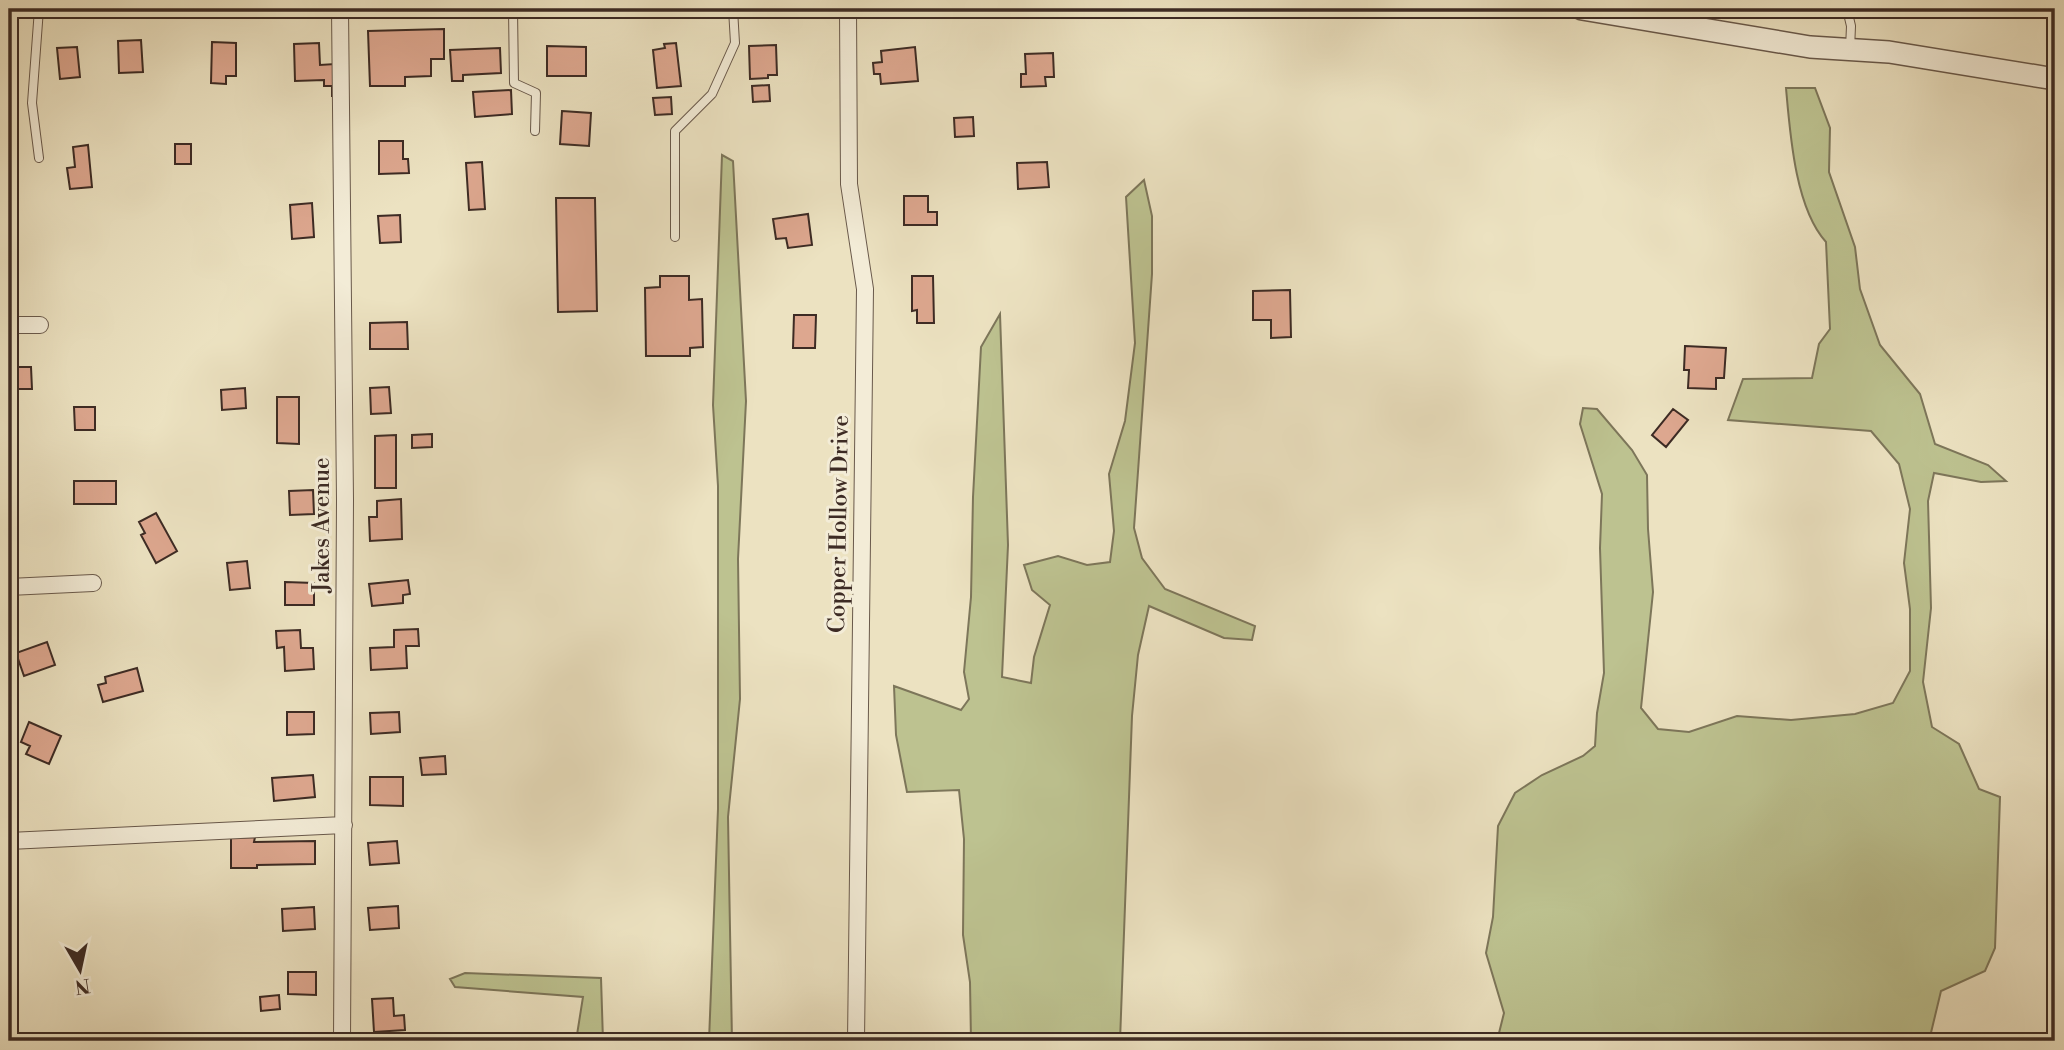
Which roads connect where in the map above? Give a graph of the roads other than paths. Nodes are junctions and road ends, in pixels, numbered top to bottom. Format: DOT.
graph roads {
  1 [pos="39,9"];
  2 [pos="340,9"];
  3 [pos="513,9"];
  4 [pos="733,9"];
  5 [pos="848,9"];
  6 [pos="1582,9"];
  7 [pos="1847,9"];
  8 [pos="1850,50"];
  9 [pos="2055,79"];
  10 [pos="535,131"];
  11 [pos="39,158"];
  12 [pos="675,237"];
  13 [pos="40,324"];
  14 [pos="9,325"];
  15 [pos="93,583"];
  16 [pos="9,587"];
  17 [pos="344,825"];
  18 [pos="9,841"];
  19 [pos="342,1041"];
  20 [pos="856,1041"];
  1 -- 11 [label="lane"];
  2 -- 17 [label="street, Jakes Avenue"];
  3 -- 10 [label="lane"];
  4 -- 12 [label="lane"];
  5 -- 20 [label="street, Copper Hollow Drive"];
  6 -- 8 [label="street"];
  7 -- 8 [label="lane"];
  8 -- 9 [label="street"];
  13 -- 14 [label="street"];
  15 -- 16 [label="street"];
  17 -- 18 [label="street"];
  17 -- 19 [label="street, Jakes Avenue"];
}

----------

*Problem to work on*
Write out the material above precisely, leaving each picture behind.

*Solved problem*
Which roads connect where in the map above? Give a graph of the roads other than paths. Nodes are junctions and road ends, in pixels, numbered top to bottom. Format: DOT.
graph roads {
  1 [pos="39,9"];
  2 [pos="340,9"];
  3 [pos="513,9"];
  4 [pos="733,9"];
  5 [pos="848,9"];
  6 [pos="1582,9"];
  7 [pos="1847,9"];
  8 [pos="1850,50"];
  9 [pos="2055,79"];
  10 [pos="535,131"];
  11 [pos="39,158"];
  12 [pos="675,237"];
  13 [pos="40,324"];
  14 [pos="9,325"];
  15 [pos="93,583"];
  16 [pos="9,587"];
  17 [pos="344,825"];
  18 [pos="9,841"];
  19 [pos="342,1041"];
  20 [pos="856,1041"];
  1 -- 11 [label="lane"];
  2 -- 17 [label="street, Jakes Avenue"];
  3 -- 10 [label="lane"];
  4 -- 12 [label="lane"];
  5 -- 20 [label="street, Copper Hollow Drive"];
  6 -- 8 [label="street"];
  7 -- 8 [label="lane"];
  8 -- 9 [label="street"];
  13 -- 14 [label="street"];
  15 -- 16 [label="street"];
  17 -- 18 [label="street"];
  17 -- 19 [label="street, Jakes Avenue"];
}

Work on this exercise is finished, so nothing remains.